I have a table containing ~5,000,000 rows of scada data, described by the following:
create table data (o int, m money).
Where:
- o is PK with clustered index on it. o's fill factor is close to 100%. o represents the date of meter reading, can be thought of as X axis.
- m is a decimal value laying within 1..500 region and is the actual meter reading can be thought of as Y axis.
I need to find out about certain patterns i.e. when, how often and for how long they had been occurring.
Example.
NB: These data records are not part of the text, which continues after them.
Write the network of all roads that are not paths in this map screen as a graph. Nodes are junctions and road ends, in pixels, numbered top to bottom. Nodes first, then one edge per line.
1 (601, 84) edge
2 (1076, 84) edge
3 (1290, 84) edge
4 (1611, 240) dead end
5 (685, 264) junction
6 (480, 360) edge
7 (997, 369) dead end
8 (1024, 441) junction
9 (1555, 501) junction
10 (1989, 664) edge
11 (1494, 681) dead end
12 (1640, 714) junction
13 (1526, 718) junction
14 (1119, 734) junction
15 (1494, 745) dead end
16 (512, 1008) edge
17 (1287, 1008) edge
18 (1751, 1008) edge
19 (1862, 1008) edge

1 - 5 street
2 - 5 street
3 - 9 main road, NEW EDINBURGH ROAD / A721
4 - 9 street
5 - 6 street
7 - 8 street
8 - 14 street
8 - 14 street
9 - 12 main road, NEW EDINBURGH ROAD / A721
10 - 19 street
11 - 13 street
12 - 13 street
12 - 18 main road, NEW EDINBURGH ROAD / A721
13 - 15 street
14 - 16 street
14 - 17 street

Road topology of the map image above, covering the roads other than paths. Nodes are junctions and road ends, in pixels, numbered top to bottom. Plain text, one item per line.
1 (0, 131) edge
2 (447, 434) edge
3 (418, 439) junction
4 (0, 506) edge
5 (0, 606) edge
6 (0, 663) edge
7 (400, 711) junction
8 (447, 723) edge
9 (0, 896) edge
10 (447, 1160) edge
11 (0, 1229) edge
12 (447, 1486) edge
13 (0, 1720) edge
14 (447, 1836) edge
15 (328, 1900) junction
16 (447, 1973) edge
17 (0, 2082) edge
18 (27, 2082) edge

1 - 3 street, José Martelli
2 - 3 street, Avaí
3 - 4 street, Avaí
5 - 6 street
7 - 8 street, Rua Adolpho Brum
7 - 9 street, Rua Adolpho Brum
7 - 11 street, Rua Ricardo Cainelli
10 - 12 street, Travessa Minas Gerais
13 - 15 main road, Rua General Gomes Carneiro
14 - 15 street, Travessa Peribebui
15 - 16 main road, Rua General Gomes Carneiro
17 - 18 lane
Looking for all occurrences of m changing by a region from 500 to 510 within 5 units (well from 1 to 5) of o I run the following query:
select d0.o as tFrom, d1.o as tTo, d1.m - d0.m as dValue
from data d0
inner join data d1
on (d1.o = d0.o + 1 or d1.o = d0.o + 2 or d1.o = d0.o + 3 or d1.o = d0.o + 4)
and (d1.m - d0.m) between 500 and 510
the query takes 23 seconds to execute.
Previous version took 30 minutes (90 times slower), I' managed to optimize it using a naive approach by replacing : on (d1.o - d0.o) between 1 and 4 with on (d0.o = d1.o - 1 or d0.o = d1.o - 2 or d0.o = d1.o - 3 or d0.o = d1.o - 4)
It's clear to me why it's faster - on one hand indexed column scan should fork fast enough on another one I can afford it as dates are discrete (and I always give 5 minutes grace time to any o region, so for 120 minutes it's 115..120 region). I can't use the same approach with m values as they are integral though.
Things I've tried so far:
Soft sharding by applying where o between #oRegionStart and #oRegionEnd at the bottoom of my script. and running it within a loop, fetching results into a temp table. Execution time - 25 seconds.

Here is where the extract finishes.